Storage Boards Cleanup
To make it easier to find information about HPE Storage products and solutions, we are doing spring cleaning. This includes consolidation of some older boards, and a simpler structure that more accurately reflects how people use HPE Storage.
HPE StoreVirtual Storage / LeftHand
cancel
Showing results for 
Search instead for 
Did you mean: 

Lefthand CMC and SAN deployment best practice help

rhinkamper
Occasional Contributor

Lefthand CMC and SAN deployment best practice help

I am getting some flak from my peers about how I have CMC and our SAN’s setup. They would like the integrated NIC’s on the SAN’s active and plugged in and on our production network so they can use CMC to manage the SAN’s from any machine in the production network ( I feel this is a huge security risk). Right now I have the integrated NIC’s disabled, there are two 10GB fiber links active on the “SAN VLAN”, and the ILO ports for the SAN’s are on the production network.

 

 I have a physical server with two NIC’s, one plugged into the “SAN VLAN” and one plugged into the production network with CMC loaded to manage the SAN’s. My failover manager(s) also runs on this physical server.

 

I thought this was the most secure deployment I could implement, and was under the impression this was considered “best practice”. Could anyone provide me with some insight?

3 REPLIES
KurtG
Regular Advisor

Re: Lefthand CMC and SAN deployment best practice help

A CMC installation on several server/clients in the production environment would not make any sense to me. Much better to do a ts connection to you're cmc/fom server.
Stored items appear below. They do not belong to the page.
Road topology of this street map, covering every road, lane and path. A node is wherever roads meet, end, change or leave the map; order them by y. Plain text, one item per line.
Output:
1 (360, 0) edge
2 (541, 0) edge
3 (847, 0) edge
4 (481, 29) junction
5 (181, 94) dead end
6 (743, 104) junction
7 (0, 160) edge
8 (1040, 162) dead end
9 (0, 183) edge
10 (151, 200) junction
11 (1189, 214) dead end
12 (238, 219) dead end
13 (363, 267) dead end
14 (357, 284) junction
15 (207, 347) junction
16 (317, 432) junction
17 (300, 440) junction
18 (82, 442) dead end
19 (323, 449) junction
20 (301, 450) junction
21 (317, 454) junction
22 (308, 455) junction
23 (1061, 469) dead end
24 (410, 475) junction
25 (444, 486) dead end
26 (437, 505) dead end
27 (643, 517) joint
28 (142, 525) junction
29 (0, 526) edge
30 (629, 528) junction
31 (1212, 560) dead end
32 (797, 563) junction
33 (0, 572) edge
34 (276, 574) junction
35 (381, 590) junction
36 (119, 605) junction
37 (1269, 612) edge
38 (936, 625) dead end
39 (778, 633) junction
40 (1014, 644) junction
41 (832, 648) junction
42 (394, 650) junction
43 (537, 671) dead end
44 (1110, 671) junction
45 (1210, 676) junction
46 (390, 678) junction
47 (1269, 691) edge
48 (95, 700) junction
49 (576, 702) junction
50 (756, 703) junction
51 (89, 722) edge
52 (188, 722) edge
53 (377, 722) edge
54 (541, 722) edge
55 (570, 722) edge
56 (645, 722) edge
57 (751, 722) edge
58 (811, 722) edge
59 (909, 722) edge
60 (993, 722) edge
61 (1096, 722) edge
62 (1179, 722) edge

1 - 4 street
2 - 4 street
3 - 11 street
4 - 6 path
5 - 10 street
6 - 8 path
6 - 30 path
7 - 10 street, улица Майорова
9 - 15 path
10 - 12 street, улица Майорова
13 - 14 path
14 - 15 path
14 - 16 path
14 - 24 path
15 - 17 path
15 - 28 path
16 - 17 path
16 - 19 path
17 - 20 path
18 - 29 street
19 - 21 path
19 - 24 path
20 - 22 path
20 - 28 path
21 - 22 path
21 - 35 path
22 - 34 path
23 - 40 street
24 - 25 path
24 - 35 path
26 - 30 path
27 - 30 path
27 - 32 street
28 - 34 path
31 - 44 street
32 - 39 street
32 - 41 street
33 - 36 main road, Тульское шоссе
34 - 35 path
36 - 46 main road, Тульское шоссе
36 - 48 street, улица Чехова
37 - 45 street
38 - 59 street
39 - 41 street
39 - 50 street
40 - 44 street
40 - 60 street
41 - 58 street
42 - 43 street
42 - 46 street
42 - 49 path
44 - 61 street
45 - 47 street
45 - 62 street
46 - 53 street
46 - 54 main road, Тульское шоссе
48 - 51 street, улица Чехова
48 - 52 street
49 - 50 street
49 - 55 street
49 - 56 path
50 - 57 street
That server could also be used for IRS (Insight Remote Support) if you choose so.

 

I would not not have liked to exposed my "disk-network" to other networks like that. Having access to the ip/nodes is a core requirement for managing the nodes so why have a "disk/network/vlan in the first place if "everyone" is going to connect from "everywhere"?

 

You're design is "better" and looks like a lot of installations I have seen out there. Never seen a implementation looking like what you're peers are suggesting!

 

KurtG

 

 

5y53ng
Regular Advisor

Re: Lefthand CMC and SAN deployment best practice help

Keep your management separated like you have now. Even if an "attacker" did not have the CMC, they could SSH in to the storage nodes and perform management group operations. Granted there is authentication and specific ports to connect to, but isolated is still the best bet when you consider your business is riding on that SAN.

oikjn
Honored Contributor

Re: Lefthand CMC and SAN deployment best practice help

I don't see why you can't give the other people access with the setup you have now.  You just have to have a router/gateway between your SAN and LAN.  I don't ever manage the network from my SAN since CMC and SAN/iq all route totally fine over the network as long as the gateways are configured.  You can then lock down access to the SAN however you like...  we just use our enterprise firewall with very restriced rules to allow access to those who need it.